## Setup

First, let's import the required libraries:

In [None]:
import numpy as np
import pathfinder as pf
import matplotlib.pyplot as plt
from pathfinder import plot_results

# Set random seed for reproducibility
np.random.seed(42)

print(f"PathFinder version: {pf.__version__}")

## Quick Start Example

A simple example showing the basic workflow with random data.

**Note**: WHDFS now uses `auto_sort=True` by default, which automatically handles sorting by weights and remapping results to original indices - no manual steps needed!


In [None]:
# Define pairwise relations (e.g., correlation matrix)
n_features = 20
correlation_matrix = np.random.rand(n_features, n_features)
correlation_matrix = (correlation_matrix + correlation_matrix.T) / 2  # Make symmetric
np.fill_diagonal(correlation_matrix, 0)  # Zero diagonal

# Define feature weights (e.g., statistical significance)
weights = np.random.rand(n_features)

# Create Binary Acceptance Matrix with threshold
bam = pf.BinaryAcceptance(correlation_matrix, weights=weights, threshold=0.5)
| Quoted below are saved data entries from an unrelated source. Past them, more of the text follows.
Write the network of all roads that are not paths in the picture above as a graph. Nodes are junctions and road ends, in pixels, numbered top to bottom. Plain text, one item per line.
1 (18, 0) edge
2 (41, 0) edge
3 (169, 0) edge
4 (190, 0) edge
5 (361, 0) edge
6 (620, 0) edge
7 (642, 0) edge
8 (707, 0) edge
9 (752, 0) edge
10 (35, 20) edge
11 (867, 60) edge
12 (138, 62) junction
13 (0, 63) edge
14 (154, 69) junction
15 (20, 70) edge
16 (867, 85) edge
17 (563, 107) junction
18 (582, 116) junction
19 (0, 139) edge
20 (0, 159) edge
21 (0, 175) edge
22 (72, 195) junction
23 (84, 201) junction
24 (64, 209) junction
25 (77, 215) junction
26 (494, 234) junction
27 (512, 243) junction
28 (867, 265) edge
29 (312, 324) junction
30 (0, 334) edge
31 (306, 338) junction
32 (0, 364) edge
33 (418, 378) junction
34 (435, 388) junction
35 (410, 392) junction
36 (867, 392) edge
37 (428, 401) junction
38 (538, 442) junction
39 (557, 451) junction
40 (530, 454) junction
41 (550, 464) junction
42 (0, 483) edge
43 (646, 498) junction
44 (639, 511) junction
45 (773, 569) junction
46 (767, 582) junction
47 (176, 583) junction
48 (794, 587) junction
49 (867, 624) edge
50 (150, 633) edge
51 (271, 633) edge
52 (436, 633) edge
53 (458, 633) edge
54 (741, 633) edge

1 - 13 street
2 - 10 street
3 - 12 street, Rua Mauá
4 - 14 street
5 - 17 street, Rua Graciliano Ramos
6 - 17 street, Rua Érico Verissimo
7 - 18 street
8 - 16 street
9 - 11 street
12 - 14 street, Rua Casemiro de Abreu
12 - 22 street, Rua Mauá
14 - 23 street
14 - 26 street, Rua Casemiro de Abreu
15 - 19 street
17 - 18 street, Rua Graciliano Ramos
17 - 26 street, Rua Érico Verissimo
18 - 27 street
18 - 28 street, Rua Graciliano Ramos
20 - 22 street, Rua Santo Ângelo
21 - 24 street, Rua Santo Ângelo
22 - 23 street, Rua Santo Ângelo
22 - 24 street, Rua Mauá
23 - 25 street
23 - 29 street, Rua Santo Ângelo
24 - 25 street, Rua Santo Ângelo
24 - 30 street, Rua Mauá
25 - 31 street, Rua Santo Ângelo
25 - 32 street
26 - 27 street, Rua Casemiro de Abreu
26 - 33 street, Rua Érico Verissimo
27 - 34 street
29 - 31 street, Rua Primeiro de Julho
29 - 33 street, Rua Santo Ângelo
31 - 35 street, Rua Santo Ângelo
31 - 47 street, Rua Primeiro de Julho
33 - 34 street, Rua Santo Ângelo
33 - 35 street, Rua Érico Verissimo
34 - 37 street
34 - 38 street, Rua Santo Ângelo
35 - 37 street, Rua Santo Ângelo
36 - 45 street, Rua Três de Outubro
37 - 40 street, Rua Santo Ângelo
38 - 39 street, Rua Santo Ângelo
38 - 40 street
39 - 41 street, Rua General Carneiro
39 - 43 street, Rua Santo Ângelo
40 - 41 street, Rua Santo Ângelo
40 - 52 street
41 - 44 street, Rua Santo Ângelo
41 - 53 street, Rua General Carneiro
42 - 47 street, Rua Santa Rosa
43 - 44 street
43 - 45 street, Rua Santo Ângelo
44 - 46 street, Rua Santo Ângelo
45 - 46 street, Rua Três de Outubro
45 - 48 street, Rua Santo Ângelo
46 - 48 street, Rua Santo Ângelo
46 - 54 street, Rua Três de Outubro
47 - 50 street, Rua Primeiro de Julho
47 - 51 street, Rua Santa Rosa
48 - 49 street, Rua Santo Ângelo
# Find optimal combinations (auto_sort=True by default handles sorting and remapping)
whdfs = pf.WHDFS(bam, top=5, allow_subset=False)
whdfs.find_paths(verbose=False)

# Results are automatically in original index space
print(f"\nBest combination: {whdfs.get_paths[0]}")
print(f"Combined weight: {whdfs.get_weights[0]:.3f}")


---

# Example 1: Feature Selection for Machine Learning

## Example 1a: Simple - Using the Convenience Function

The easiest way to use PathFinder is with the `find_best_combinations()` function, which handles all the steps automatically.

In [None]:
# Check for sklearn - not required for PathFinder but used in this example
try:
    from sklearn.utils import Bunch
    from sklearn.datasets import load_breast_cancer
    from sklearn.preprocessing import StandardScaler
    from sklearn.feature_selection import f_classif
    SKLEARN_AVAILABLE = True
except ImportError:
    SKLEARN_AVAILABLE = False
    print("⚠️  scikit-learn not installed. Install with: pip install scikit-learn")
    print("   (Example 1 will be skipped)")


In [None]:
if not SKLEARN_AVAILABLE:
    print("Skipping Example 1a - scikit-learn not installed")
else:
    # Load and prepare data
    data = load_breast_cancer()
    assert isinstance(data, Bunch)
    X = StandardScaler().fit_transform(data.data)
    correlation : np.ndarray = np.corrcoef(X.T)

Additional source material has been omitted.